Saved entries

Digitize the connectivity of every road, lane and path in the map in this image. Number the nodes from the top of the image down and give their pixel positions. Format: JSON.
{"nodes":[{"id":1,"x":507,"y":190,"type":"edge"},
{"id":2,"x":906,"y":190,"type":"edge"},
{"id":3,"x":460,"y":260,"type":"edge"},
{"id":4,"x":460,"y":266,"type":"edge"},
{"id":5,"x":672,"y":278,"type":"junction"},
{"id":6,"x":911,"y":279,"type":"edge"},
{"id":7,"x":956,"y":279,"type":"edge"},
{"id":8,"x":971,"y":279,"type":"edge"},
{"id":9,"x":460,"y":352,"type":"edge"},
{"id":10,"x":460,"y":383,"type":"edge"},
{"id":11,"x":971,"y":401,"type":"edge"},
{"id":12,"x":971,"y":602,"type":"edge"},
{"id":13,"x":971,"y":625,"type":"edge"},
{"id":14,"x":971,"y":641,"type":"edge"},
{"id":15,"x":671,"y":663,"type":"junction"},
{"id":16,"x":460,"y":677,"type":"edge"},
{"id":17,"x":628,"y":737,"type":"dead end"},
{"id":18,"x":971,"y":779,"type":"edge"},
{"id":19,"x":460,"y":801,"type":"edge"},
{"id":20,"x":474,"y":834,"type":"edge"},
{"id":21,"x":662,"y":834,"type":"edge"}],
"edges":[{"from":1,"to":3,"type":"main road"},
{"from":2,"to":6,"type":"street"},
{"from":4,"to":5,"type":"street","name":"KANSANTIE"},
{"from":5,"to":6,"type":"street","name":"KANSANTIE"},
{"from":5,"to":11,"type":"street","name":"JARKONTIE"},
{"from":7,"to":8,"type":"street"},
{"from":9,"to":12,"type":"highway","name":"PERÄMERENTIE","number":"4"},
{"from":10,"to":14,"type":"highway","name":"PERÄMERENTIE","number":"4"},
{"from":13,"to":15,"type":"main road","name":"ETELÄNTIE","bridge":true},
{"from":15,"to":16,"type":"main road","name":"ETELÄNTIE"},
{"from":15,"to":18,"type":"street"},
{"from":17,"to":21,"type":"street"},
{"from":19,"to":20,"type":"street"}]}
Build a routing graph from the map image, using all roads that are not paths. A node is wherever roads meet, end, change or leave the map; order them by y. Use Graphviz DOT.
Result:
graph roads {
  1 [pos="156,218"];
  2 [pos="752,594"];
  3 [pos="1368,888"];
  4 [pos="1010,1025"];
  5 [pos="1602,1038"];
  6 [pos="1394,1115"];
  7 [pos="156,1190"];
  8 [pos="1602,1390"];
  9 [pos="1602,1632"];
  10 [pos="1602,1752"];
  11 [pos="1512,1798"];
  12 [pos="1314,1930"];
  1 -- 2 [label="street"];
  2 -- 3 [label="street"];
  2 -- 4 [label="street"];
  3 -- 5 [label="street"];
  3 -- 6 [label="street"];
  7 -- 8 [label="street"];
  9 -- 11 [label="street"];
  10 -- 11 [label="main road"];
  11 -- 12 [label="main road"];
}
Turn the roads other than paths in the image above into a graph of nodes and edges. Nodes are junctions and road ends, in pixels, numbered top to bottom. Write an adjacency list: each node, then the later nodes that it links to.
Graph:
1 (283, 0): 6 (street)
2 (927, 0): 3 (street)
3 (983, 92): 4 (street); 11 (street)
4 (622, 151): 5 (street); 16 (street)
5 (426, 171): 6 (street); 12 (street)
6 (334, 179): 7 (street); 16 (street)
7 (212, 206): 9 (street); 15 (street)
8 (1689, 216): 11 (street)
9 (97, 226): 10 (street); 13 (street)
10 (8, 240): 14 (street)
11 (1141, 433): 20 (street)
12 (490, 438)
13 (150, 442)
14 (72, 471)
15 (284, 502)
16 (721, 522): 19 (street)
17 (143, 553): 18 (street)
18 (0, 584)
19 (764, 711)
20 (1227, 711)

• **Exercise objective**:
For the string "that", return every line of the data where it appears.

• **Exercise output**:
Build a routing graph from the map image, using all roads that are not paths. A node is wherever roads meet, end, change or leave the map; order them by y. Use Graphviz DOT.
Turn the roads other than paths in the image above into a graph of nodes and edges. Nodes are junctions and road ends, in pixels, numbered top to bottom. Write an adjacency list: each node, then the later nodes that it links to.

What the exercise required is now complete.